I almost broke out the sprinklers, which we rarely need here in Maine, but another storm was forecast for Wednesday night. I watched it come on the weather map, just to make sure the "widely scattered" storm cells weren't going to dodge around the farm, but it hit us pretty good, with three-quarters of an inch of rain.
The storm came out of the western mountains like most of our Maine thunderstorms do, and so once it passed, we had a very strange sunset, with interesting pink-orange light all around the farmyard.
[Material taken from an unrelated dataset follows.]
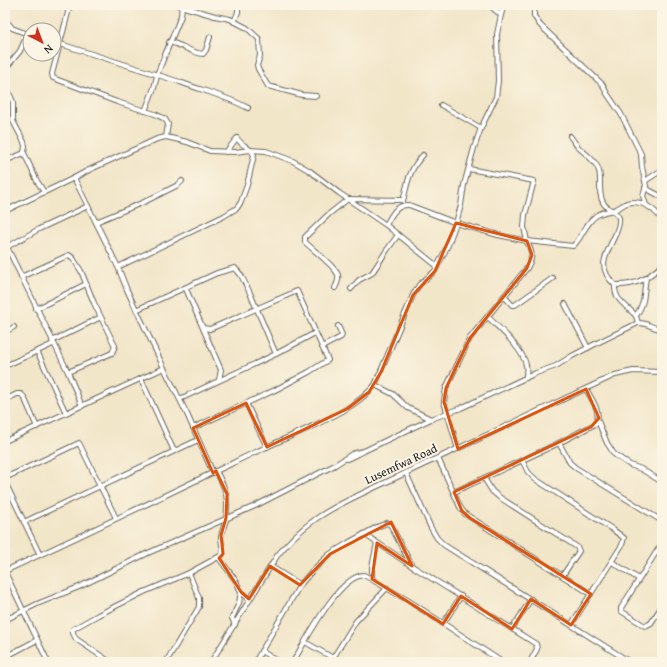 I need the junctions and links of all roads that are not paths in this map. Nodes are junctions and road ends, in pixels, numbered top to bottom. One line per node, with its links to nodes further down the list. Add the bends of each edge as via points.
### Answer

This morning the rain was still heavy on the grass, and it looked as though weeds had sprung up overnight in the garden. A few potatoes and tomatoes had been struck down by the downpour. The potato plants will recover, but we'll have to tend to the tomatoes. I was fixing tomato cages over the weekend and ran out, needing about twenty more. Without cages some of our plants fell over. I'll have to see if I can't find some cages at the hardware store today so I can pick the plants back up.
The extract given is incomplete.